How do you interpret a positively skewed box plot? ›

In data that's positively skewed, the long tail is in the positive direction. Specifically, it means the mean is greater than the mode. And in data that is negatively skewed, the long tail is in the negative direction. And technically, we say that the mode is greater than the mean.

How to describe the spread of a boxplot? ›

A boxplot represents spread in two ways: by conveying the interquartile range (IQR) and the range. The interquartile range (IQR) is the difference between the third and first quartiles. The box of a boxplot spans from the first quartile to the third quartile (with the line intersecting the box marking the median).

How do you interpret a box and whisker plot? ›

A plot with long whiskers represents a greater range for the overall sample than simply a longer box itself does. Data covering a greater range is naturally less reliable as an indicator of highly probable values, but given the option, longer whiskers are less of a concern than a long box.

How to interpret side by side box plots? ›

Side-by-side box plots can be used along with mean and median differences to assess whether a quantitative variable and a categorical variable are associated. More overlap in the box plots indicates less association while less overlap in the box plots indicates a stronger association.

What insights can you derive from comparing the two box plots? ›

Compare box plots can by comparing medians so if one box plot has a higher median, it suggests that the values in that group tend to be higher. Also we can compare the box lengths so longer boxes indicate a larger spread of the middle 50% of the data and it shows insights into the variability of each group.

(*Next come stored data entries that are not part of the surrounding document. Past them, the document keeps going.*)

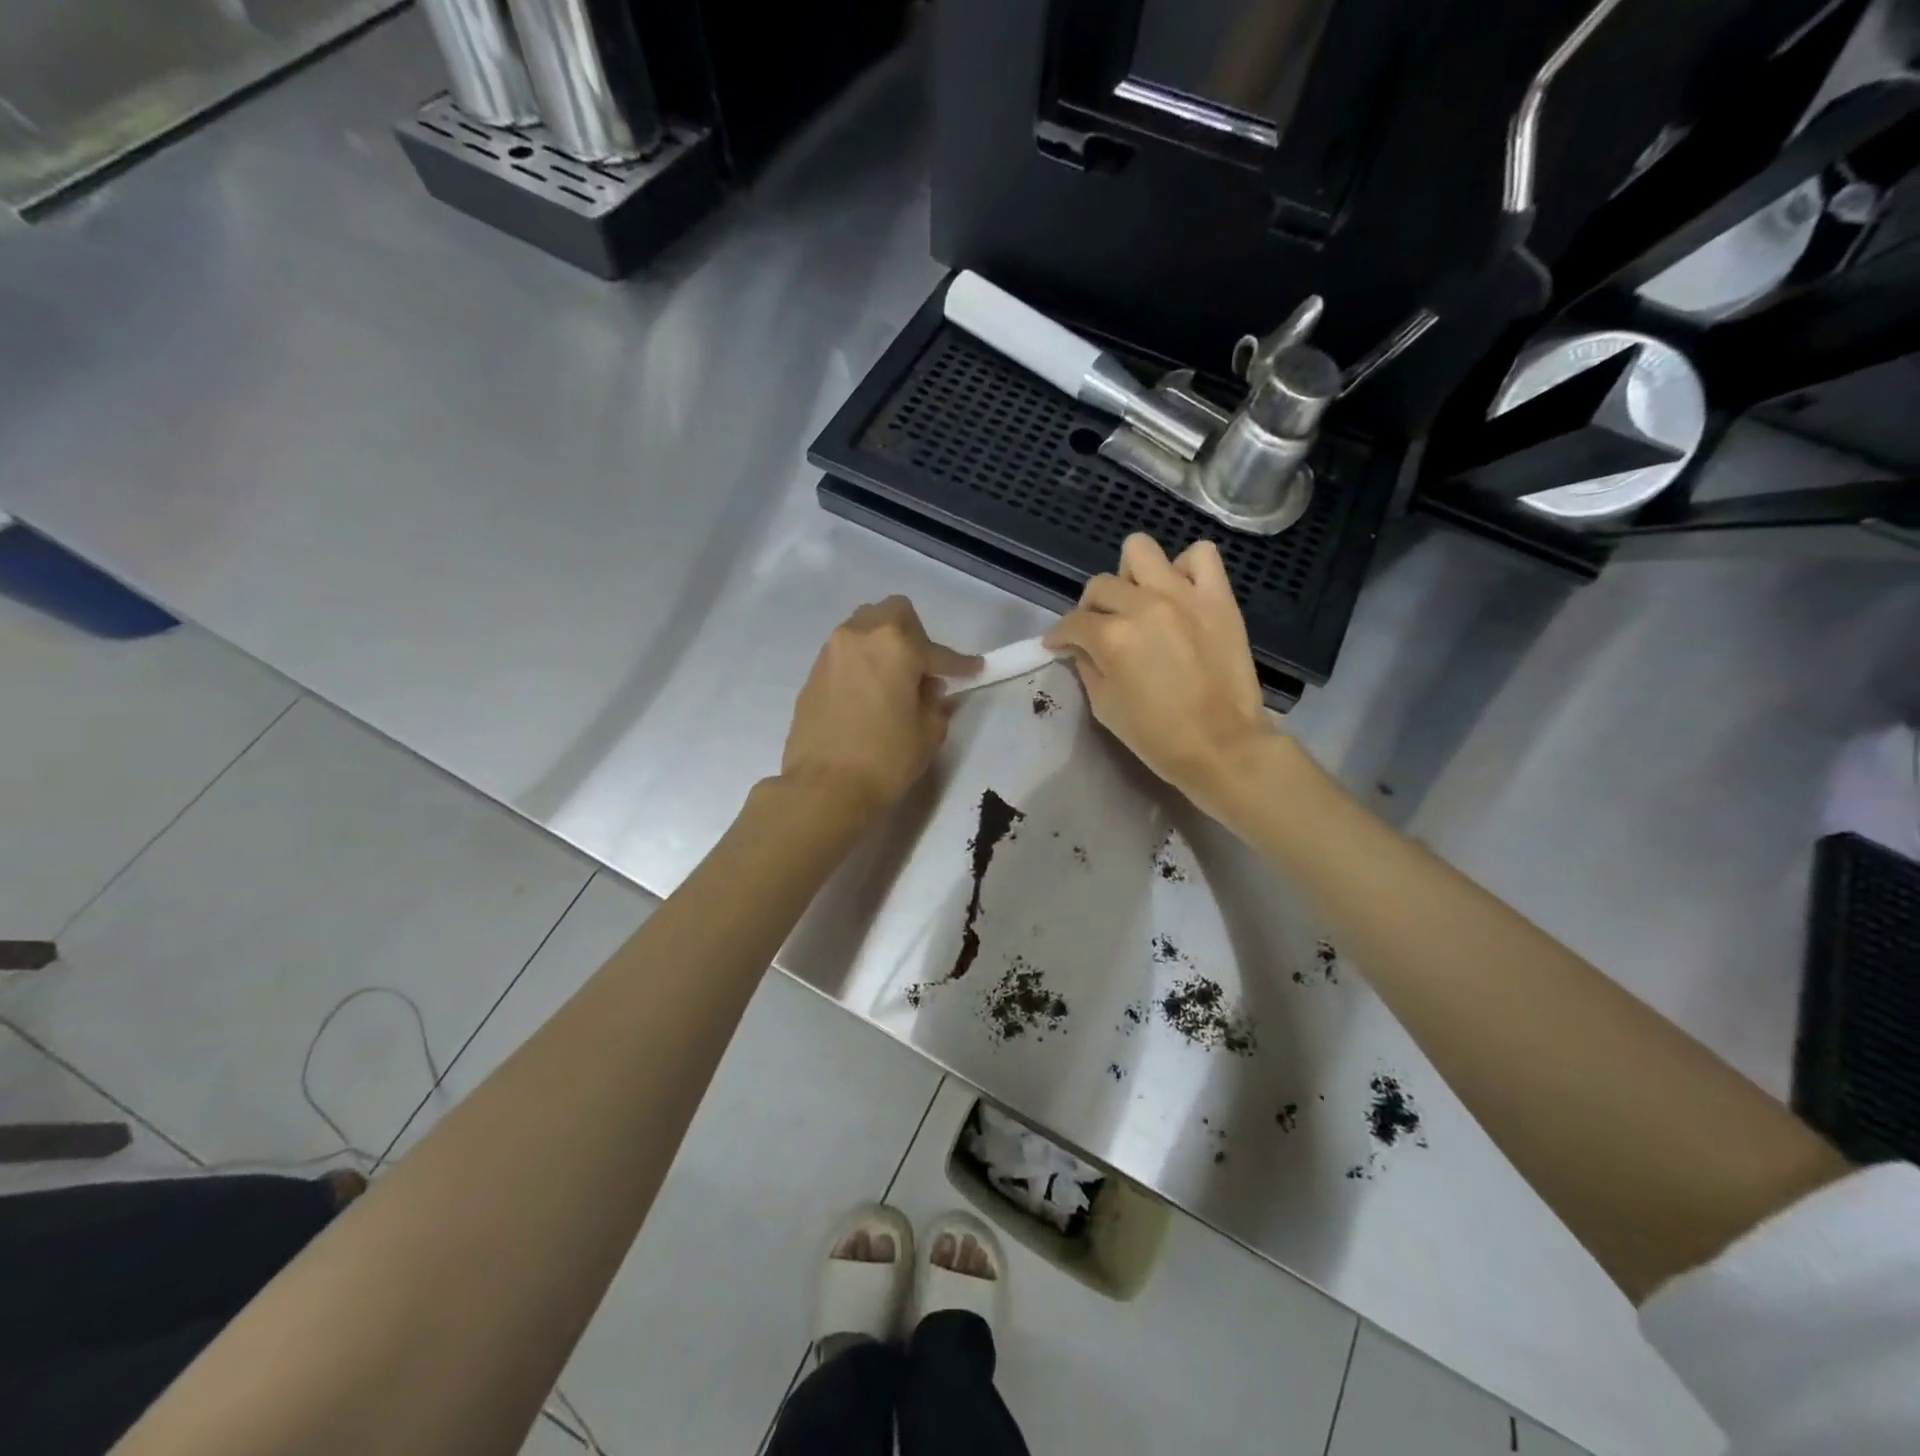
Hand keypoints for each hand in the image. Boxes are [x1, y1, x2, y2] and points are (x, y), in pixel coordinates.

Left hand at [781, 597, 978, 822]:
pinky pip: (846, 654)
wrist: (823, 788)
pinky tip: (868, 694)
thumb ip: (934, 703)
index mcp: (895, 645)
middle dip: (914, 635)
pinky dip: (862, 664)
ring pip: (864, 628)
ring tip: (894, 680)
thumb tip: (928, 690)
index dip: (960, 664)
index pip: (937, 650)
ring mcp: (831, 651)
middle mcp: (860, 635)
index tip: (975, 669)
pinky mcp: (813, 673)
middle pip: (894, 614)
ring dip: (884, 646)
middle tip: (922, 669)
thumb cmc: (884, 760)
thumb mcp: (927, 733)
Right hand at [1045, 534, 1272, 808]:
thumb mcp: (1104, 707)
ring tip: (1139, 602)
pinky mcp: (1218, 597)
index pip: (1072, 622)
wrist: (1222, 746)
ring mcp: (1184, 595)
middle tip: (1100, 632)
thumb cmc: (1156, 736)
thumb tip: (1081, 648)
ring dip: (1131, 576)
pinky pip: (1201, 556)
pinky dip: (1185, 568)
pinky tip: (1180, 593)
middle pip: (1100, 586)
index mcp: (1112, 637)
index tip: (1059, 645)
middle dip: (1091, 610)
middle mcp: (1144, 605)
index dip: (1060, 635)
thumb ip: (1088, 667)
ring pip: (1141, 551)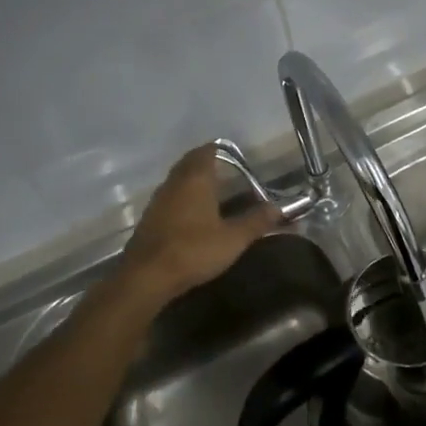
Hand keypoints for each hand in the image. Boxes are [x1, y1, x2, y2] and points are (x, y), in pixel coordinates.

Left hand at [119, 146, 280, 305]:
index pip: (205, 152)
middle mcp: (174, 183)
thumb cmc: (194, 250)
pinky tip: (191, 214)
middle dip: (205, 163)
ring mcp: (158, 200)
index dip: (218, 150)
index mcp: (196, 180)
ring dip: (191, 180)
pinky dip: (181, 198)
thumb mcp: (233, 238)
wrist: (147, 276)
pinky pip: (168, 198)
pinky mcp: (149, 219)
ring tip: (210, 190)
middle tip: (224, 169)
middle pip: (189, 163)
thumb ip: (256, 221)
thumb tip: (279, 208)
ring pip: (176, 180)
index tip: (232, 154)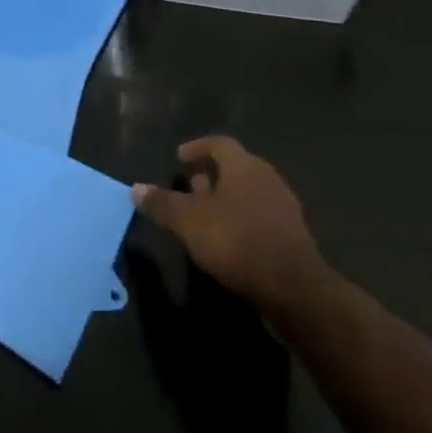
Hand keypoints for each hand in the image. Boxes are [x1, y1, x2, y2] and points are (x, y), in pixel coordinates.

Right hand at [133, 137, 324, 309]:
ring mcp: (283, 206)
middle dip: (210, 176)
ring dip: (226, 200)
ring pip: (248, 193)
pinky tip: (229, 242)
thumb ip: (163, 203)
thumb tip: (136, 188)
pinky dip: (242, 221)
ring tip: (205, 218)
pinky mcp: (292, 236)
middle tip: (189, 188)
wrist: (295, 289)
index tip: (180, 158)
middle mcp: (266, 177)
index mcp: (243, 164)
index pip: (218, 143)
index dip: (197, 148)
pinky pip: (260, 217)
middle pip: (235, 167)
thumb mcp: (189, 221)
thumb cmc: (237, 240)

What is a comparative boxplot? ›

It is used to compare multiple sets of data describing the same, single variable. It uses separate box plots for each data set. It allows comparisons of the median (center), upper and lower extremes, quartiles, interquartile range (IQR), and range between and among multiple data sets.

What are the comparison circles in a box plot? ›

The drawing of comparison circles is a way to display whether or not the mean values for various categories (boxes in the box plot) are significantly different from each other. The circles are drawn with their centers at the mean value for the box to which it corresponds.

How to compare variability in box plots? ›

Short boxes mean their data points consistently hover around the center values. Taller boxes imply more variable data. That's something to look for when comparing box plots, especially when the medians are similar. Wider ranges (whisker length, box size) indicate more variable data.

How do you compare box plots in math? ›

When comparing two box plots, you should make a comment about: The average (the median) – i.e. which is higher/larger on average; The spread or consistency (the interquartile range or IQR) – a greater IQR means that data points are more spread out, and therefore less consistent.

References

Top Articles
Latest Posts
Article information

Author: Gregorio Kreiger

Last Updated:

Views: 6307

Rating: 4.7 / 5 (77 voted)

Reviews: 92% of readers found this page helpful

Author information

Name: Gregorio Kreiger

Birthday: 1994-12-18

Address: 89212 Tracey Ramp, Sunside, MT 08453-0951

Phone: +9014805370218

Job: Customer Designer

Hobby: Mountain biking, Orienteering, Hiking, Sewing, Backpacking, Mushroom hunting, Backpacking

Introduction: My name is Gregorio Kreiger, I am a tender, brainy, enthusiastic, combative, agreeable, gentle, gentle person who loves writing and wants to share my knowledge and understanding with you.